- **What to work on**:
Search the entries for the word "getElementById" and return every line where it is found.
Top of Dataset
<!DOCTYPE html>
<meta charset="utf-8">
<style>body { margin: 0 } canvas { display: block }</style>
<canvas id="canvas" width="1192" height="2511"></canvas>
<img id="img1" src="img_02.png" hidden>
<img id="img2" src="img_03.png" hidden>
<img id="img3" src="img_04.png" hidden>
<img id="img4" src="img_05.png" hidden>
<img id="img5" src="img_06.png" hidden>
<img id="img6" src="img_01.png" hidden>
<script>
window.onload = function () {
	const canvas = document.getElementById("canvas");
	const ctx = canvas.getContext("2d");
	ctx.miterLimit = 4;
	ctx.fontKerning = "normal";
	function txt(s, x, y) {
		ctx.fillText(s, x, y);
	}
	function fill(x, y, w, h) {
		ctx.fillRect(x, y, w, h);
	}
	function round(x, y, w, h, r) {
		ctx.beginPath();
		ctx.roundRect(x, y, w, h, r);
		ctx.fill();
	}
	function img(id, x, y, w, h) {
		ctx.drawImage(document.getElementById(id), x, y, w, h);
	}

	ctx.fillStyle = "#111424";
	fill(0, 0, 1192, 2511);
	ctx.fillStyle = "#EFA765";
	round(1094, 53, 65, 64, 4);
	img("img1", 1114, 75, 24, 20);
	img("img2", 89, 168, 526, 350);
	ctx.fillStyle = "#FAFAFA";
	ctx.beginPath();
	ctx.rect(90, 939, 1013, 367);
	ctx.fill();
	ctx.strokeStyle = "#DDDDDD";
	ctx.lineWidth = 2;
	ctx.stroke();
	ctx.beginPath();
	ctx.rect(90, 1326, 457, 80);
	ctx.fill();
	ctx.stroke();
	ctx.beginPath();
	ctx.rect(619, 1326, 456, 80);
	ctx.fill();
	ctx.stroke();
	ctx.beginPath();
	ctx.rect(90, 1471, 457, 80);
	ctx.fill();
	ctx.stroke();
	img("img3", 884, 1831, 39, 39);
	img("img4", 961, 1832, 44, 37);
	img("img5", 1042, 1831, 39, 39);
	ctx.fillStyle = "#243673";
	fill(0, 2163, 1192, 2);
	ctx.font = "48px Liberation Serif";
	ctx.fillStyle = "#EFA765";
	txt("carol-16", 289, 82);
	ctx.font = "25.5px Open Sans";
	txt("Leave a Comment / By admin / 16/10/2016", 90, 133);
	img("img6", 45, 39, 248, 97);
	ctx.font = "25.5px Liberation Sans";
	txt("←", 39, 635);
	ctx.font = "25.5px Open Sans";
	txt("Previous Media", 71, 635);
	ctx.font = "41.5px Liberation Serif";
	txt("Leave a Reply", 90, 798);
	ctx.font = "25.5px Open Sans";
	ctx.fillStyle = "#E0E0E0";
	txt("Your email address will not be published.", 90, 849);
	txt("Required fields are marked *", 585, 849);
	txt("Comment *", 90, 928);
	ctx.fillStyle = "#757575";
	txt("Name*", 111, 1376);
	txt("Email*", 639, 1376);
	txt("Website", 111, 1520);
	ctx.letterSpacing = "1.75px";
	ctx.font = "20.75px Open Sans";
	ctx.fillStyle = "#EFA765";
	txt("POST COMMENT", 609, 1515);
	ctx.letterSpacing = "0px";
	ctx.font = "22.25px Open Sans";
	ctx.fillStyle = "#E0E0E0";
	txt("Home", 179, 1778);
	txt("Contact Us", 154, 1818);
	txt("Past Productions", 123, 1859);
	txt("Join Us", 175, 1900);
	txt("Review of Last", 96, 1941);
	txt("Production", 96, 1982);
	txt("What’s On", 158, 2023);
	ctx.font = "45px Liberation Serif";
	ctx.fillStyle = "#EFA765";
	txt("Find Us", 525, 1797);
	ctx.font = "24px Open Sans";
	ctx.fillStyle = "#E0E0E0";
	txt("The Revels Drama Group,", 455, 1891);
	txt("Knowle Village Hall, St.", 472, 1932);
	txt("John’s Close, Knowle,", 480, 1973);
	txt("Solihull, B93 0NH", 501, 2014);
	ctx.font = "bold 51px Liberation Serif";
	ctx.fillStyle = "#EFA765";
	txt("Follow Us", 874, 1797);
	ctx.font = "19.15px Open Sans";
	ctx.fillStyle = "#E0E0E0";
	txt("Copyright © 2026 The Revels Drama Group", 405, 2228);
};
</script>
Bottom of Dataset
- **Problem solution**:
	const canvas = document.getElementById("canvas");
		ctx.drawImage(document.getElementById(id), x, y, w, h);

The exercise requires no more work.